Addressing Fears

When you take the decision to end a relationship it will no doubt raise many questions and fears you have about the future. There are several common concerns that most people experience when a relationship breaks down.

Will I regret my decision?

It often takes two to three years for a person whose relationship has broken down to put their life back together again. After splitting up, many people say they wish they hadn't. Four out of ten people regret their divorce five years later and say with hindsight that they think it could have been avoided. If you believe there is still a chance that your relationship can be saved then there are people who can help you in this process, the best known being Relate.

However, some people say ending a relationship was the best decision they ever made. If you are removing yourself from an abusive situation or one where you felt unable to be your self then you are likely to feel released with a new sense of freedom and raised self esteem. Whatever you do, it is best to make a decision - either put your full energy into saving your relationship or to starting again. Doubts and half decisions can be very debilitating.

Will I be lonely?

However difficult your relationship may have become, you still had a person in your life. If you have had a constant companion for some time it is natural that the gap may make you feel lonely.

Part of becoming single again is taking some time to adjust to life as an independent person. It is a time when many people feel quite energised by the new opportunities now available to them - what were your interests before you got into a relationship, what were some of the things you wanted to achieve yet sacrificed in the relationship. Remember, you now have the time to explore new things, meet new people and enjoy the company of your family and friends.
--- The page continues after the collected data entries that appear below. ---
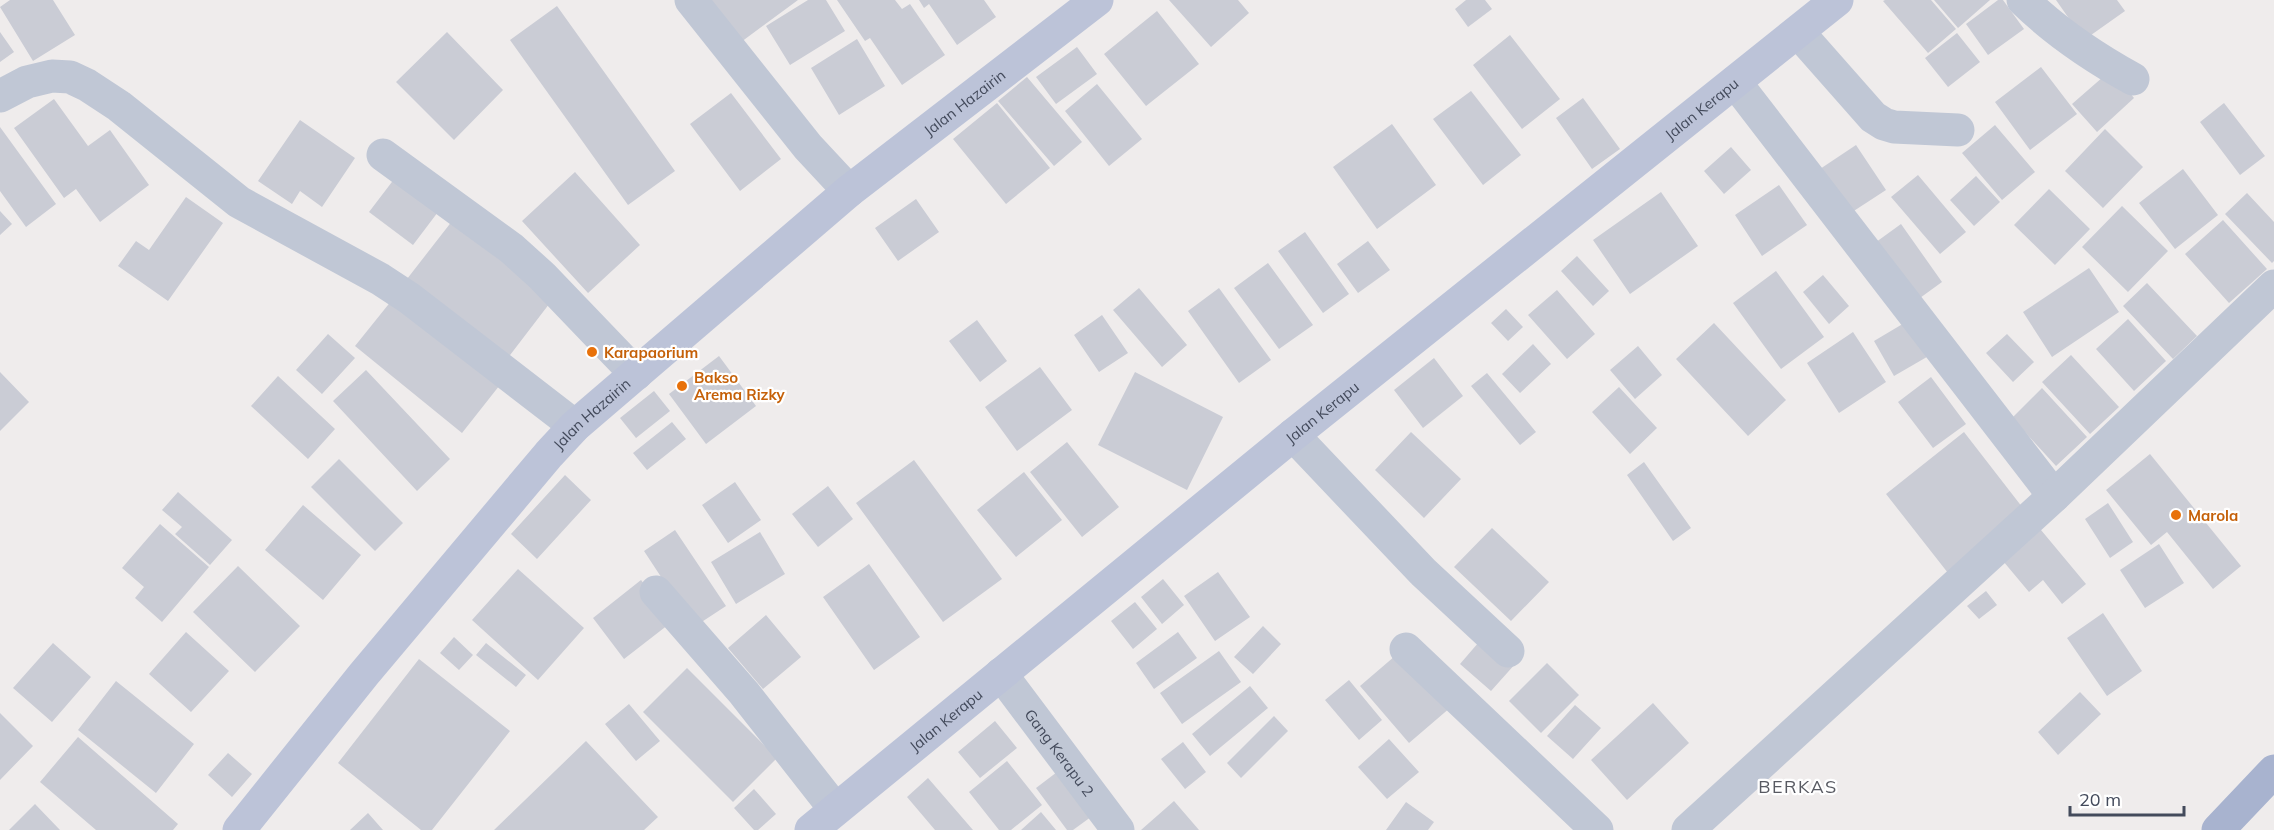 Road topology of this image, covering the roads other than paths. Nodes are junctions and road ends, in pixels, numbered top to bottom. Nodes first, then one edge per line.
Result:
1 (691, 0) edge
2 (1096, 0) edge
3 (1837, 0) edge
4 (2023, 0) edge
5 (1798, 32) junction
6 (2133, 79) dead end
7 (1735, 82) junction
8 (0, 96) edge
9 (1958, 130) dead end
10 (383, 155) dead end
11 (849, 191) junction
12 (2274, 286) edge
13 (636, 374) junction
14 (575, 426) junction
15 (1293, 435) junction
16 (2055, 496) junction
17 (656, 592) dead end
18 (1406, 649) dead end
19 (1508, 651) dead end
20 (1001, 674) junction
21 (2274, 771) edge
22 (823, 819) edge
23 (239, 830) edge
24 (1118, 830) edge
25 (1597, 830) edge
26 (1688, 830) edge
27 (2218, 830) edge

1 - 11 street
2 - 11 street, Jalan Hazairin
3 - 5 street, Jalan Kerapu
4 - 6 street
5 - 7 street, Jalan Kerapu
5 - 9 street
7 - 15 street, Jalan Kerapu
7 - 16 street
8 - 14 street
10 - 13 street
11 - 13 street, Jalan Hazairin
12 - 16 street
13 - 14 street, Jalan Hazairin
14 - 23 street, Jalan Hazairin
15 - 19 street
15 - 20 street, Jalan Kerapu
16 - 26 street
17 - 22 street
18 - 25 street
20 - 22 street, Jalan Kerapu
20 - 24 street, Gang Kerapu 2
21 - 27 main road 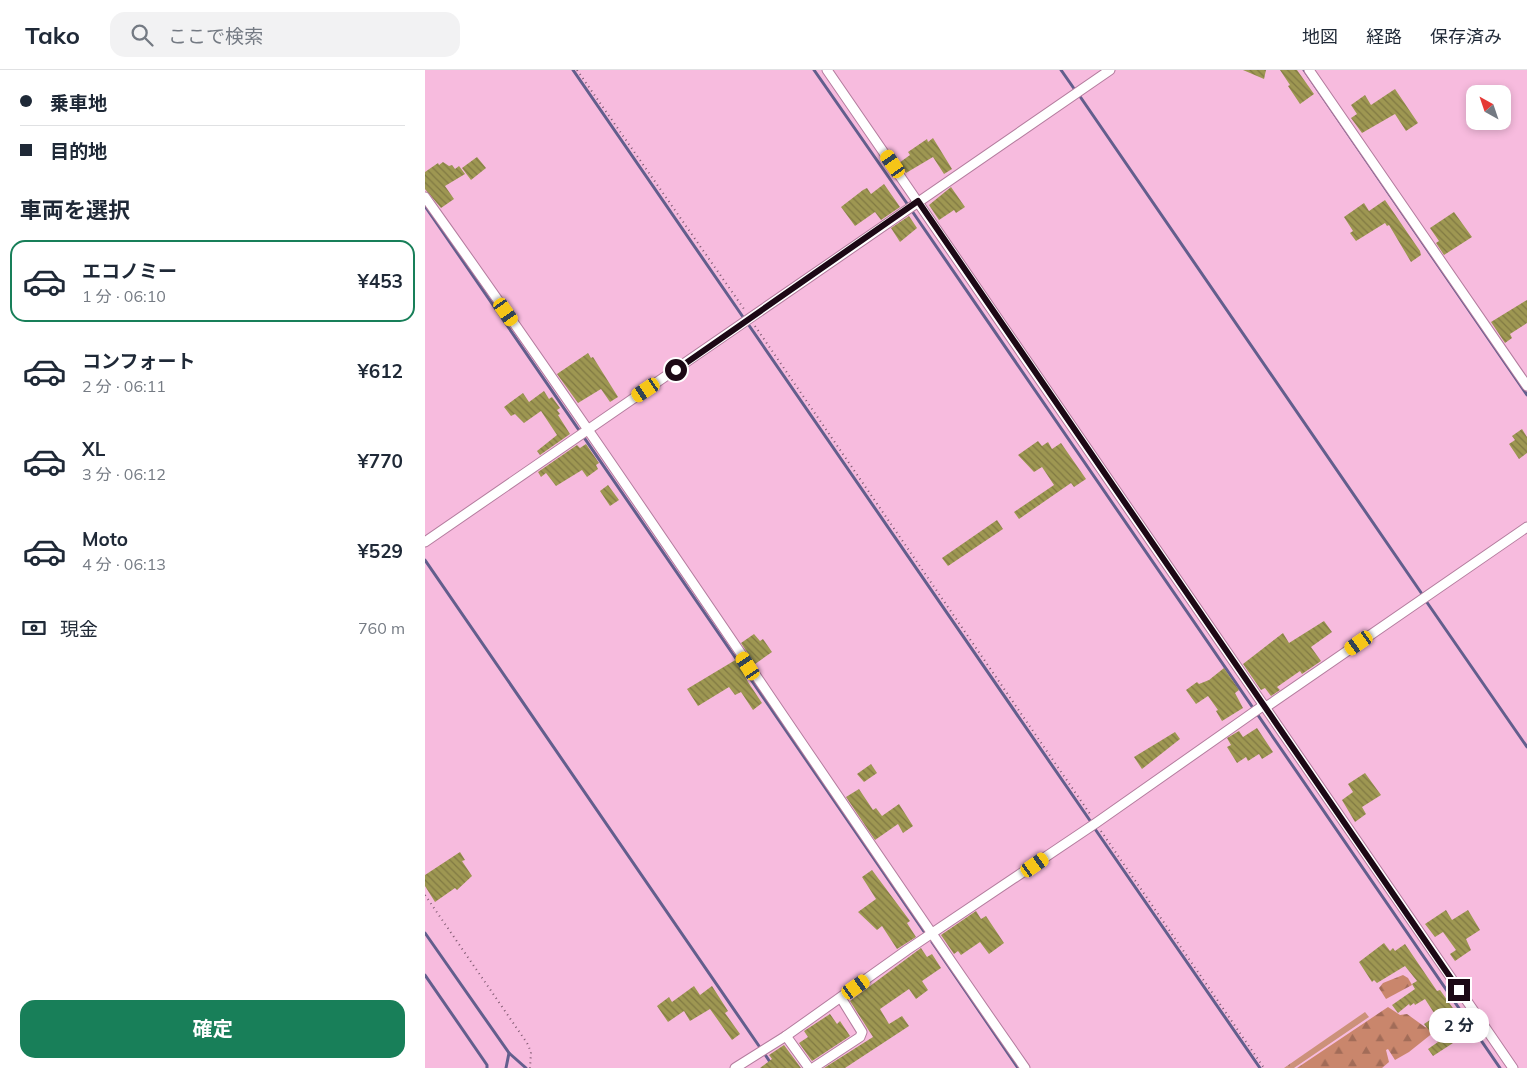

You can find help in our section on Starting Again.

Can I make a clean break and not see my partner again?

Clarity and closure are key to making a clean break. It can be financially and emotionally exhausting to untangle years of a relationship. You have to deal with the fact that it will not happen overnight. Don't muddy the waters by sleeping together or calling when you feel lonely.

If you have been in an abusive relationship then you almost certainly need advice from a divorce law solicitor. You may be able to get a court order prohibiting any unwanted contact from your ex.

Can we remain friends and still see one another after the divorce?

Friendship after divorce works best if both parties have moved on. If you still feel a twinge when your ex partner says they have met someone else then it is unlikely a friendship will be genuine, at least in the short term.

If the relationship has ended by mutual consent it will be easier to remain civil and sort through things in an organised way and stay friends. If this is not the case then you have come to terms with the fact the relationship is over; try to be businesslike about sorting out arrangements and accept that friendship is unlikely to be an option, at least in the short term.

If you have children then you have to remain at least civil for the sake of their emotional well being. Although many relationships end acrimoniously, when access to children is involved many people eventually reach better terms.


What will the impact be on my children and family?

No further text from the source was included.